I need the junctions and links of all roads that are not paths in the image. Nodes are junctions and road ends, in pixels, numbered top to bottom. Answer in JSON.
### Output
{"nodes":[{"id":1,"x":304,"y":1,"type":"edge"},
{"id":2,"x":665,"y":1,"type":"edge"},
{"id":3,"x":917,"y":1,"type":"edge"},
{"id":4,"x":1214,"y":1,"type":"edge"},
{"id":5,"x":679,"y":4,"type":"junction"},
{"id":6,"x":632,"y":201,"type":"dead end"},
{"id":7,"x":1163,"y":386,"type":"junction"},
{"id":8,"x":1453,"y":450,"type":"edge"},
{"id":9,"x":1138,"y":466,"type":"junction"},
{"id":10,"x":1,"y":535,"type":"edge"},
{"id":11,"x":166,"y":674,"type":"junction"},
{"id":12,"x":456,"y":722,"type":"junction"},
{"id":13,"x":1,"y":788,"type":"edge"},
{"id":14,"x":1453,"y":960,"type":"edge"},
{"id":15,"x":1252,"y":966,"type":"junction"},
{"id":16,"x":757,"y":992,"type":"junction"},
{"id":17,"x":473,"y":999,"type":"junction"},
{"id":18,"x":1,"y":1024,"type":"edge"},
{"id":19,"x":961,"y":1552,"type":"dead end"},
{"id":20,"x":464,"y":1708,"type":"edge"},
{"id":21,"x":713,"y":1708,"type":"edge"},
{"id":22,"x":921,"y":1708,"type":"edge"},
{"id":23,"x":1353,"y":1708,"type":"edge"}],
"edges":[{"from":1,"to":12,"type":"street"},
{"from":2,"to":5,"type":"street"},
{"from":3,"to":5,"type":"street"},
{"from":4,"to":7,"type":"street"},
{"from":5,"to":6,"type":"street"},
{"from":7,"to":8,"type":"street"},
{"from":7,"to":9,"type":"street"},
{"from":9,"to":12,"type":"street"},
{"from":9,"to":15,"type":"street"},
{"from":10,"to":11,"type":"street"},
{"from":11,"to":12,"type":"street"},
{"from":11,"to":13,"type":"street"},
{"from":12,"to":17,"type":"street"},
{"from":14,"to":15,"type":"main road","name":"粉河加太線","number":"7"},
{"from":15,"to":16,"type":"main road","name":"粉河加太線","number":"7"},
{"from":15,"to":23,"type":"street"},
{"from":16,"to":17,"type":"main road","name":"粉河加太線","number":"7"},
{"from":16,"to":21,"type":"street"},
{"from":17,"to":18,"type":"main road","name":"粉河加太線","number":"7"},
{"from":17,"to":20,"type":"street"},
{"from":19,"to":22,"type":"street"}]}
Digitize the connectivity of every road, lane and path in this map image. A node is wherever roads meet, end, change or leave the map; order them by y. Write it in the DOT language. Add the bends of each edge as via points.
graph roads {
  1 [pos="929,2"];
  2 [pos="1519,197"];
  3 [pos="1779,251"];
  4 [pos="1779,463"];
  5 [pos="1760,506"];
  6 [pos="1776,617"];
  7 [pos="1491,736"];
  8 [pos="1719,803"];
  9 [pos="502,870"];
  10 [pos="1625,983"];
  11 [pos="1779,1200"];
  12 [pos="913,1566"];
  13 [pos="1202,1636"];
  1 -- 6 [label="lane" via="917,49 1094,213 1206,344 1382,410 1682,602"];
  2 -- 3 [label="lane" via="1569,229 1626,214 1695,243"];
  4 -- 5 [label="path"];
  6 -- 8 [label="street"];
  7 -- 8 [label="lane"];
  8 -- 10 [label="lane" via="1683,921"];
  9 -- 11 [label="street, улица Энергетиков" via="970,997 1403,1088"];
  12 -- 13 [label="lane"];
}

_Problem_. Give the number of lines in the entries that include the string "main", and nothing more.

_Reply to the exercise_. 4